§ **What is needed**
Look below for the line containing "Road topology of" and the line containing "Build a routing graph from the"; repeat exactly those two lines and all lines between them, and nothing else.

------------------------------

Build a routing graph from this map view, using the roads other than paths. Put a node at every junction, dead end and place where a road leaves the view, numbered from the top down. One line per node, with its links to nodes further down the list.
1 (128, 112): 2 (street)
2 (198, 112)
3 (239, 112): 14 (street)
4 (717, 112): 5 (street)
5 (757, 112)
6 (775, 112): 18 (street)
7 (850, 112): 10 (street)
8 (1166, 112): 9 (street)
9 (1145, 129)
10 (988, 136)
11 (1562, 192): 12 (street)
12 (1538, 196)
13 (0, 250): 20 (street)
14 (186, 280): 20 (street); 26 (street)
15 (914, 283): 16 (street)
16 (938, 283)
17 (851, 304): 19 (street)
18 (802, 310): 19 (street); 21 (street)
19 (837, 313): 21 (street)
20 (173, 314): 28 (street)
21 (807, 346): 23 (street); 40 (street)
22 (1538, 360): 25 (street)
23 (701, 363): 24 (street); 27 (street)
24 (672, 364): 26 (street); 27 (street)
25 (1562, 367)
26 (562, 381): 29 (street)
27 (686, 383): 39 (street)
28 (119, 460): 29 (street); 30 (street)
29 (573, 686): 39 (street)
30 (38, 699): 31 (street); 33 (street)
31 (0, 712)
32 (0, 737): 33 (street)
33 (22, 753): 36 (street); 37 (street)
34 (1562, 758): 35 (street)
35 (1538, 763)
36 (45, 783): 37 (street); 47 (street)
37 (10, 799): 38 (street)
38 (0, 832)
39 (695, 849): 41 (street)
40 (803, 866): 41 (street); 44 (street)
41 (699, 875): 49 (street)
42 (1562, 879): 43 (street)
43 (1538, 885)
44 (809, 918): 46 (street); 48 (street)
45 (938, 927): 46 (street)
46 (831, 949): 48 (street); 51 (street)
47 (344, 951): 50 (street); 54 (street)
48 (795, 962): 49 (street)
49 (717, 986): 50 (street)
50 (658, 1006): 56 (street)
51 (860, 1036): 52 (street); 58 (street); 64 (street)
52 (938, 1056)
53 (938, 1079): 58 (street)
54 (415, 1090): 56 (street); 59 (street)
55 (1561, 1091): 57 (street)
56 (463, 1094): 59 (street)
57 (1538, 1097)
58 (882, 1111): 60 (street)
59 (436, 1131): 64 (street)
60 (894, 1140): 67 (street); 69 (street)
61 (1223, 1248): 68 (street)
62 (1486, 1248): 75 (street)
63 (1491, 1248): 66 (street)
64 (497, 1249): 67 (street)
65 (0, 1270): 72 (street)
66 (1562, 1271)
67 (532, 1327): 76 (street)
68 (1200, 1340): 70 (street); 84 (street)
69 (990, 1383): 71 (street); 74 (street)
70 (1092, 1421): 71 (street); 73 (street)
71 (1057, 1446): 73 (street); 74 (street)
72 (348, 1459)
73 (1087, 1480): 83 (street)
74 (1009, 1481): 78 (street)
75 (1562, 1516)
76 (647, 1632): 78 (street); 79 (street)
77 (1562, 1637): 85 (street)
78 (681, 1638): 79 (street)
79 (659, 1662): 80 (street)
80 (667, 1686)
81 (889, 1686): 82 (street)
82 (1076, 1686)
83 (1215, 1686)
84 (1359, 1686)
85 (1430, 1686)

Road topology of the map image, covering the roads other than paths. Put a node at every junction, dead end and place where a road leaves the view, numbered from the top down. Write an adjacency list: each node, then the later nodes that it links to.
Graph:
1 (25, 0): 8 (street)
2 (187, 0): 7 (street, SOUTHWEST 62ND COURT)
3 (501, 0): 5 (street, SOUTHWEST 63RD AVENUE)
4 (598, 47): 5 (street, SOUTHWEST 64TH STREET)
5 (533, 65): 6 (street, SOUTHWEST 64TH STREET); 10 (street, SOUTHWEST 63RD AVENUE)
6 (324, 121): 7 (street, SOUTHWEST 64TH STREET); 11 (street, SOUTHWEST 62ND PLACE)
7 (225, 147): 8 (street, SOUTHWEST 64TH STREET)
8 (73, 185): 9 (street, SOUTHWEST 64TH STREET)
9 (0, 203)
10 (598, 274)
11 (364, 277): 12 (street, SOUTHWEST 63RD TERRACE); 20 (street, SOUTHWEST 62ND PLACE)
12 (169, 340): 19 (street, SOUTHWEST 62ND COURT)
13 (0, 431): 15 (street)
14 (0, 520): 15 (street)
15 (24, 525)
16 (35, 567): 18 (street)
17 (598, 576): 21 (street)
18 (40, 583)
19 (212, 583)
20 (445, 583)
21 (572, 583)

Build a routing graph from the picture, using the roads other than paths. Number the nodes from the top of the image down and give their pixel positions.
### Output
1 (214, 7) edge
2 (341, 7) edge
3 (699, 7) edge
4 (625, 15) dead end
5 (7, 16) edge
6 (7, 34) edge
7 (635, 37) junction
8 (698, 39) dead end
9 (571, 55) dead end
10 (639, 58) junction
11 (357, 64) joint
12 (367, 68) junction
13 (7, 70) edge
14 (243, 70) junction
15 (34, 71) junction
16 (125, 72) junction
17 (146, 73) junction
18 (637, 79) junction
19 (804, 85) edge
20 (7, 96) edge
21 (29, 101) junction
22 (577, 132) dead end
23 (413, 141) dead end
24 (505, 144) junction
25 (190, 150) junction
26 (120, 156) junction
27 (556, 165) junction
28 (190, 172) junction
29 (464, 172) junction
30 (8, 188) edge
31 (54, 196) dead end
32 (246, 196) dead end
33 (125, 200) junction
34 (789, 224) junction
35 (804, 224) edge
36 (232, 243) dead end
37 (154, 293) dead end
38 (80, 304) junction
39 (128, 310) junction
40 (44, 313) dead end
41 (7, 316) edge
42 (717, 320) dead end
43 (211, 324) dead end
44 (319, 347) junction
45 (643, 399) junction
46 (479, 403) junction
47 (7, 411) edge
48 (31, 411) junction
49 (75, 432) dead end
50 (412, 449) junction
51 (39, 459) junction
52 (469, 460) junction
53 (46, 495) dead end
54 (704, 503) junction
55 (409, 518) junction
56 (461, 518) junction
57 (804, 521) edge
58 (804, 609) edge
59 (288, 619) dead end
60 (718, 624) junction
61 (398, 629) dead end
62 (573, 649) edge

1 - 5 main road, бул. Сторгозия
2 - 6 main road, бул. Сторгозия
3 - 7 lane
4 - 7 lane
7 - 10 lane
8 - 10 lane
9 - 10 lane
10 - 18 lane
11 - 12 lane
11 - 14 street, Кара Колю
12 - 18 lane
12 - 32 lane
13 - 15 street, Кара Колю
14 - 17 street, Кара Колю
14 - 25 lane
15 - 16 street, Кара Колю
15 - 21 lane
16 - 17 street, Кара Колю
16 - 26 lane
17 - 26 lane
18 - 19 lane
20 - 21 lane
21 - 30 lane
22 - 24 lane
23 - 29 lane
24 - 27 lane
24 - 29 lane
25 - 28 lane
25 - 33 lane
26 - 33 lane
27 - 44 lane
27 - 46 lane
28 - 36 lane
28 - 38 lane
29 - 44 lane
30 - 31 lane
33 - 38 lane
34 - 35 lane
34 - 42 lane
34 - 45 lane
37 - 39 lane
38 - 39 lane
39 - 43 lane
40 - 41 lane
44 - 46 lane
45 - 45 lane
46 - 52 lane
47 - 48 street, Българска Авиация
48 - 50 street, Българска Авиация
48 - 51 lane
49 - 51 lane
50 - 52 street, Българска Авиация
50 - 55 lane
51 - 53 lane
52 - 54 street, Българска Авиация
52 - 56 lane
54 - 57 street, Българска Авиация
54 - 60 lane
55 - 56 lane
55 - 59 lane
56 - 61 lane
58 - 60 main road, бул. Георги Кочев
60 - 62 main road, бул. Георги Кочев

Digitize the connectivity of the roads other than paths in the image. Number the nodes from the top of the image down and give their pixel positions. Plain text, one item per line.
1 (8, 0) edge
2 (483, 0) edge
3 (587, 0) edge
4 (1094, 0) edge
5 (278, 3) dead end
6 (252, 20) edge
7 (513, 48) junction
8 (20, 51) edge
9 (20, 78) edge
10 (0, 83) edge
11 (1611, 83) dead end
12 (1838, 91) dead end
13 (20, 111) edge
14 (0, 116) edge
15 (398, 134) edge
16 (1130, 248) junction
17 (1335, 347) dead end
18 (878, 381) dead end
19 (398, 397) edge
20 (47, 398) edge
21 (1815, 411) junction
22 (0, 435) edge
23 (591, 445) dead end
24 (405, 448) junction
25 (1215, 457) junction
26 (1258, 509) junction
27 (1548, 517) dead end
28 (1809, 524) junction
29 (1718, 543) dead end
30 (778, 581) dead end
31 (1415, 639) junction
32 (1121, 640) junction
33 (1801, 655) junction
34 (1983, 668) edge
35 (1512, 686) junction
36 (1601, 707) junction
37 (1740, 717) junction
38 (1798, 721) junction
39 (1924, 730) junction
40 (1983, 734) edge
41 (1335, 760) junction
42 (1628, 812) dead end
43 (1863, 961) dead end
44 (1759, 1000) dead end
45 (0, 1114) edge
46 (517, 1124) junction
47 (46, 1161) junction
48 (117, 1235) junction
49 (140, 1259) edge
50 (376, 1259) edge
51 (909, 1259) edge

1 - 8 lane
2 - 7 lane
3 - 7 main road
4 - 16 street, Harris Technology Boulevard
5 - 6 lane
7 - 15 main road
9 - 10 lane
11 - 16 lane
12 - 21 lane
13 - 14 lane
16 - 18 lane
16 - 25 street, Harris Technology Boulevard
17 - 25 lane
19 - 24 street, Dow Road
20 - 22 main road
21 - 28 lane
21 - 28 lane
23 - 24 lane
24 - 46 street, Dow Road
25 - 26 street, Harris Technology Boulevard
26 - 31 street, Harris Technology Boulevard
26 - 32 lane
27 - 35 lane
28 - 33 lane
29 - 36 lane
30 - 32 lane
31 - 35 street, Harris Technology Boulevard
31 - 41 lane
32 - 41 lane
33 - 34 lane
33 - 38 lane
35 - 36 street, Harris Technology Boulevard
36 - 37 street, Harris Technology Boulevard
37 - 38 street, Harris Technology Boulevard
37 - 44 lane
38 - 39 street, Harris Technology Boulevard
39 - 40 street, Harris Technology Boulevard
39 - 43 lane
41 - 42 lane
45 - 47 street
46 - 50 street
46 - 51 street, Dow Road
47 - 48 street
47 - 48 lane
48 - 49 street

------------------------------

§ **Output**
Road topology of the map image, covering the roads other than paths. Put a node at every junction, dead end and place where a road leaves the view, numbered from the top down. Write an adjacency list: each node, then the later nodes that it links to.
Graph:
1 (25, 0): 8 (street)
2 (187, 0): 7 (street, SOUTHWEST 62ND COURT)
3 (501, 0): 5 (street, SOUTHWEST 63RD AVENUE)
4 (598, 47): 5 (street, SOUTHWEST 64TH STREET)
5 (533, 65): 6 (street, SOUTHWEST 64TH STREET); 10 (street, SOUTHWEST 63RD AVENUE)
6 (324, 121): 7 (street, SOUTHWEST 64TH STREET); 11 (street, SOUTHWEST 62ND PLACE)
7 (225, 147): 8 (street, SOUTHWEST 64TH STREET)
8 (73, 185): 9 (street, SOUTHWEST 64TH STREET)
9 (0, 203)
10 (598, 274)
11 (364, 277): 12 (street, SOUTHWEST 63RD TERRACE); 20 (street, SOUTHWEST 62ND PLACE)
12 (169, 340): 19 (street, SOUTHWEST 62ND COURT)
13 (0, 431): 15 (street)
14 (0, 520): 15 (street)
15 (24, 525)
16 (35, 567): 18 (street)
17 (598, 576): 21 (street)
18 (40, 583)
19 (212, 583)
20 (445, 583)
21 (572, 583)

Build a routing graph from the picture, using the roads other than paths. Number the nodes from the top of the image down and give their pixel positions.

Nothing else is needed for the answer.